I was wondering what the rules are when it comes to using articles with the phrase some sort of, and specifically in this sentence:

They’re treating me like I’m some sort of a star.

They’re treating me like I’m some sort of star.

To me it sounds better with a, but I’m not a native speaker, so I don’t know. Feel free to suggest alternative ways to say the same thing.

  • When a star means a celebrity, it is a common/regular noun and an article is required.
    – user140086
    Oct 3 '15 at 8:41
  • 5
    I've heard it used both ways, but common usage suggests that the article is not required. I'd say 'some sort of' means 'a type of'; therefore a further 'a' would be redundant. Compare with "I'm no expert, but..."
    – JHCL
    Oct 3 '15 at 12:08
  • One alternative is "They're putting me on a pedestal."
    – JHCL
    Oct 3 '15 at 12:28

Straight from the BBC Learning English page (archived)

sort of (a) / kind of (a) / type of (a)

Sort of / kind of / type of are usually followed by an uncountable noun or a singular countable noun with no article, but a / an is sometimes retained in an informal style:

What sort of (a) / kind of (a) / type of (a) dance is that?

Well, it’s a sort of jig or reel, danced to very fast time. I don’t know exactly what it is because there are several types of jigs – single jigs, double jigs, slip jigs and hop jigs.

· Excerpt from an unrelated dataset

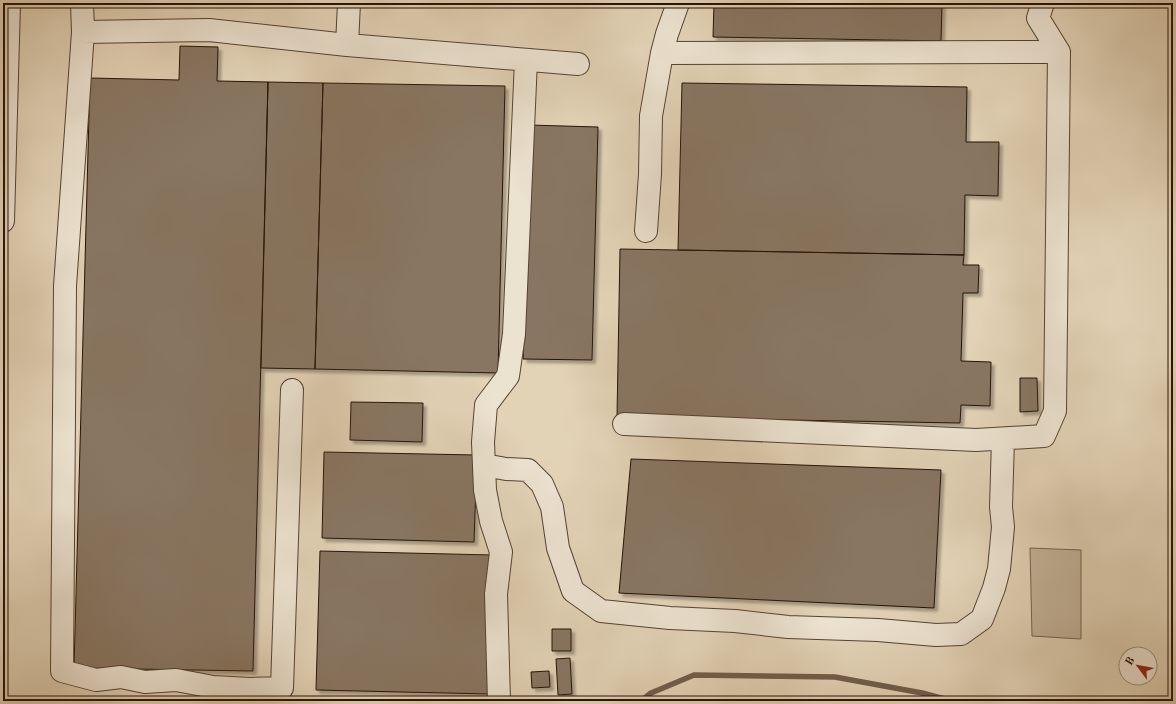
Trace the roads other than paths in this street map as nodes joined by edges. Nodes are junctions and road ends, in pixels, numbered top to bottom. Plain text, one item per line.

Note that when the indefinite article is retained, it sometimes has a derogatory meaning:

What kind of a DVD player is that? You don’t seriously expect me to listen to electronic music with no surround sound, do you?

  • I'll second that putting in the indefinite article is often derogatory. "What kind of dance is that?" sounds like a genuine question, whereas "What kind of a dance is that?" sounds like a rhetorical question, implying that it's not a proper/real/acceptable dance.